## Problem
The answer should consist of the records below, repeated exactly, and no pictures.

───── Materials provided ─────

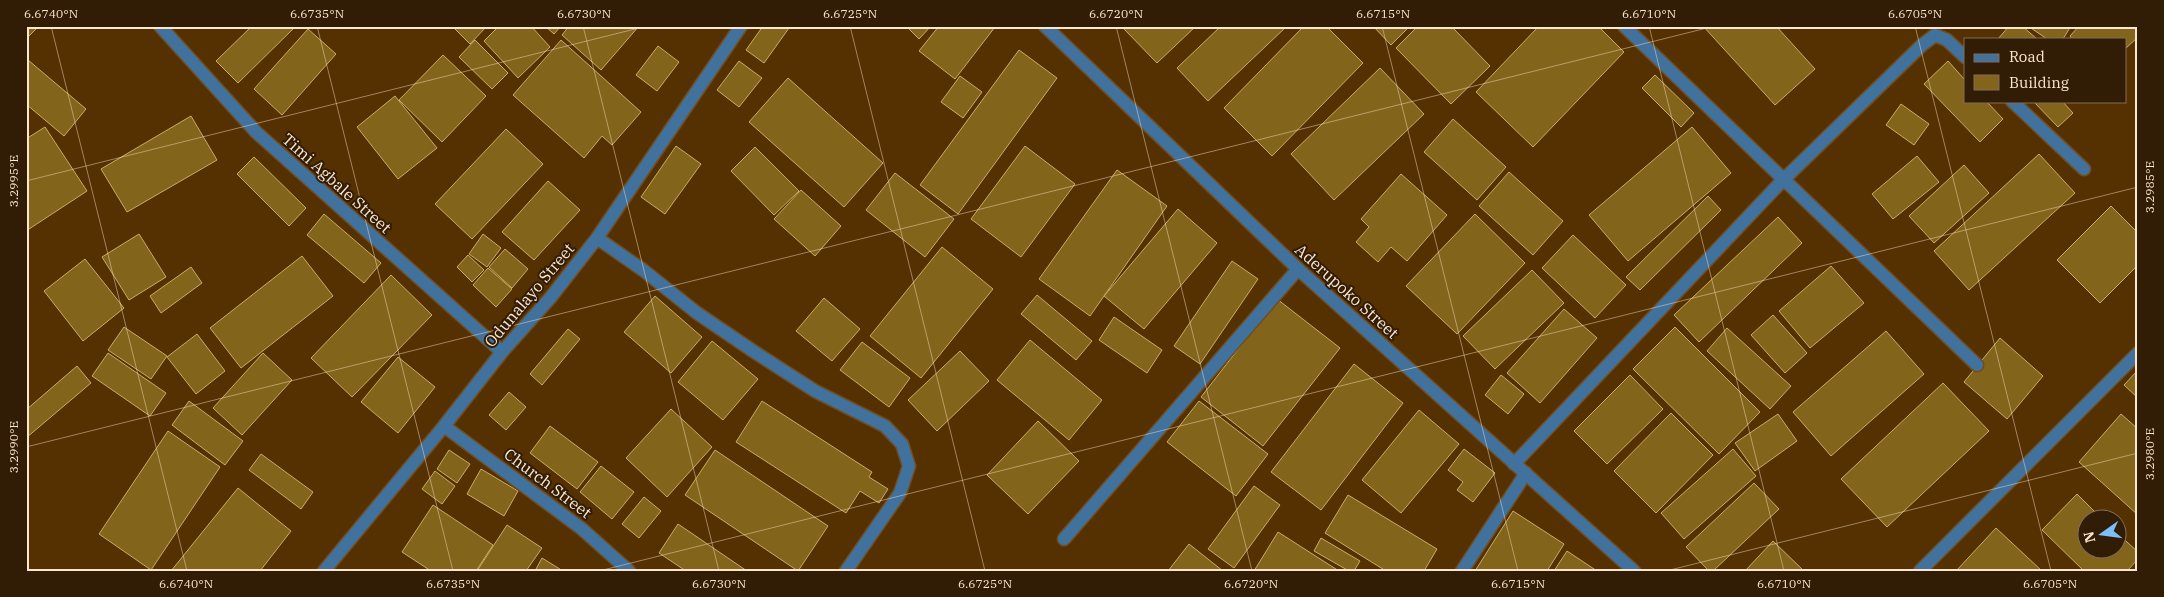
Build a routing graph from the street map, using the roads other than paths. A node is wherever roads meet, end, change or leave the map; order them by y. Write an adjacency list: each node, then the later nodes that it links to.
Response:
1 (160, 26): 11 (street, Timi Agbale Street)
2 (741, 26): 9 (street, Odunalayo Street)
3 (1045, 26): 10 (street, Aderupoko Street)
4 (1624, 26): 8 (street)
5 (1964, 56): 8 (street)
6 (2013, 102): 7 (street)
7 (2084, 169)
8 (1783, 180): 13 (street); 15 (street)
9 (597, 238): 11 (street, Odunalayo Street); 20 (street)
10 (1298, 269): 15 (street, Aderupoko Street); 17 (street)
11 (502, 352): 14 (street, Odunalayo Street)
12 (2138, 354): 23 (street)
13 (1977, 365)
14 (444, 426): 18 (street, Odunalayo Street); 19 (street, Church Street)
15 (1514, 464): 16 (street, Aderupoko Street)
16 (1526, 473): 21 (street); 22 (street, Aderupoko Street)
17 (1064, 539)
18 (324, 571)
19 (629, 571)
20 (846, 571)
21 (1462, 571)
22 (1634, 571)
23 (1920, 571)

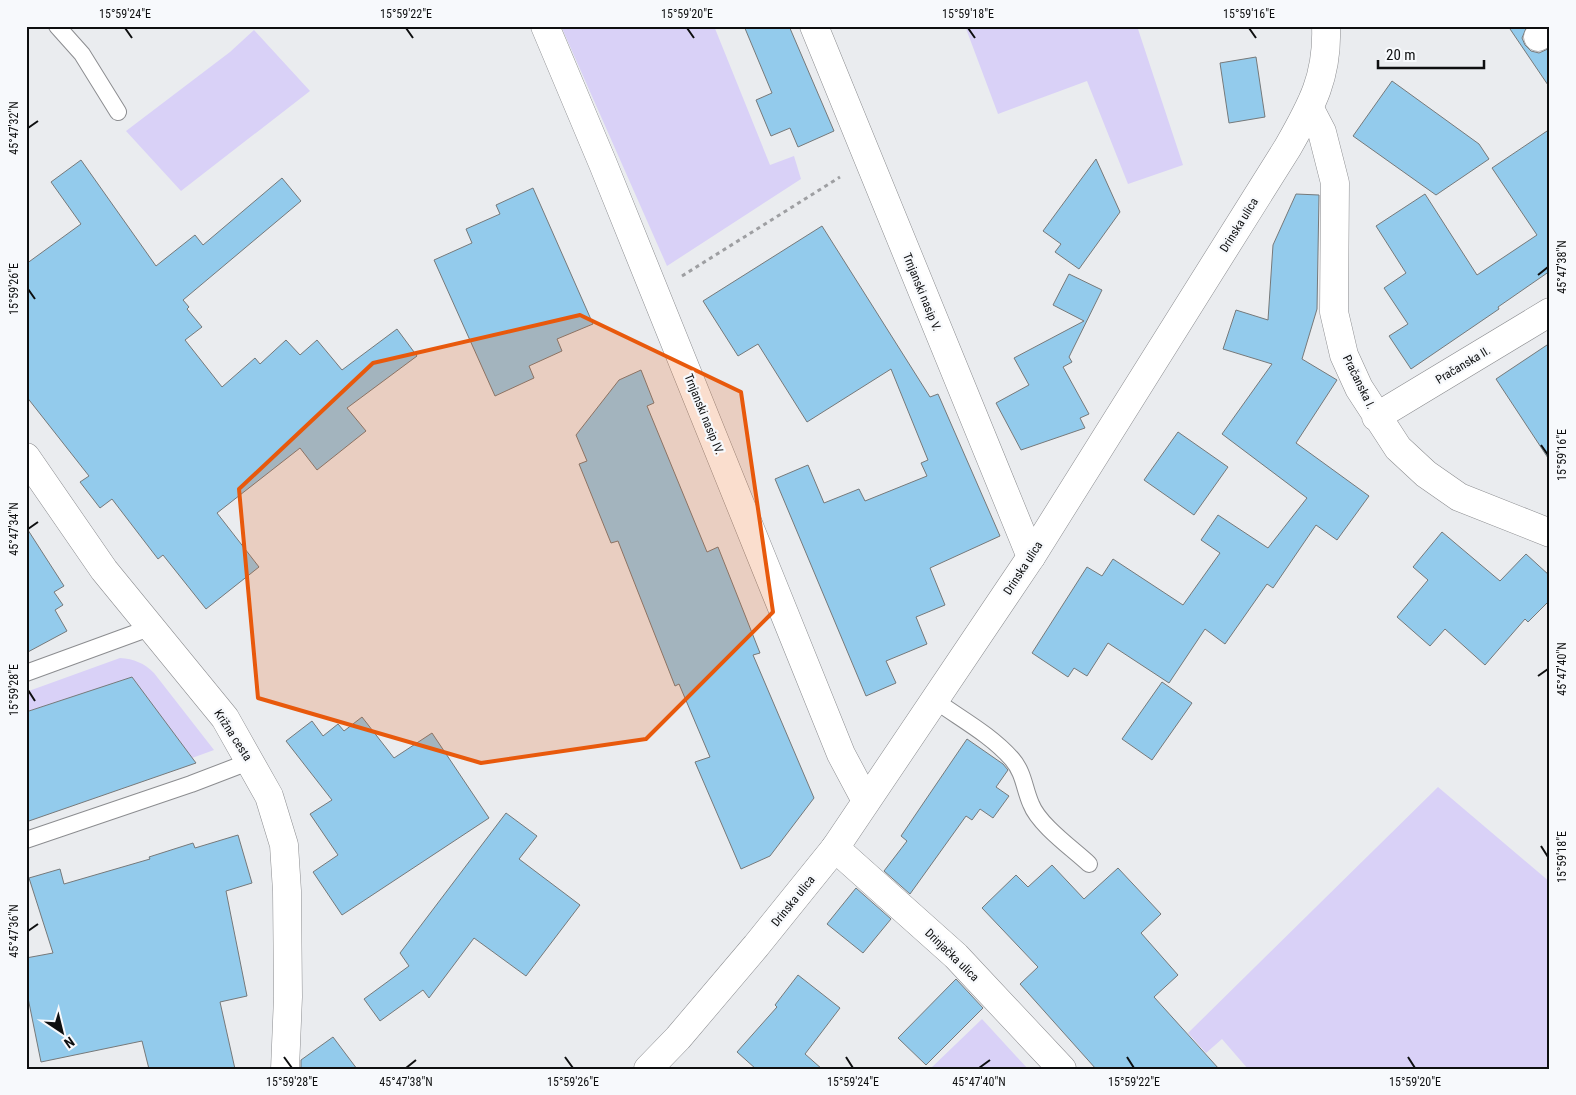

─────

## Solution to the exercise
Build a routing graph from the street map, using the roads other than paths. A node is wherever roads meet, end, change or leave the map; order them by y. Write an adjacency list: each node, then the later nodes that it links to.
Response:
1 (160, 26): 11 (street, Timi Agbale Street)
2 (741, 26): 9 (street, Odunalayo Street)
3 (1045, 26): 10 (street, Aderupoko Street)
4 (1624, 26): 8 (street)
5 (1964, 56): 8 (street)
6 (2013, 102): 7 (street)
7 (2084, 169)
8 (1783, 180): 13 (street); 15 (street)
9 (597, 238): 11 (street, Odunalayo Street); 20 (street)
10 (1298, 269): 15 (street, Aderupoko Street); 17 (street)
11 (502, 352): 14 (street, Odunalayo Street)
12 (2138, 354): 23 (street)
13 (1977, 365)
14 (444, 426): 18 (street, Odunalayo Street); 19 (street, Church Street)
15 (1514, 464): 16 (street, Aderupoko Street)
16 (1526, 473): 21 (street); 22 (street, Aderupoko Street)
17 (1064, 539)
18 (324, 571)
19 (629, 571)
20 (846, 571)
21 (1462, 571)
22 (1634, 571)
23 (1920, 571)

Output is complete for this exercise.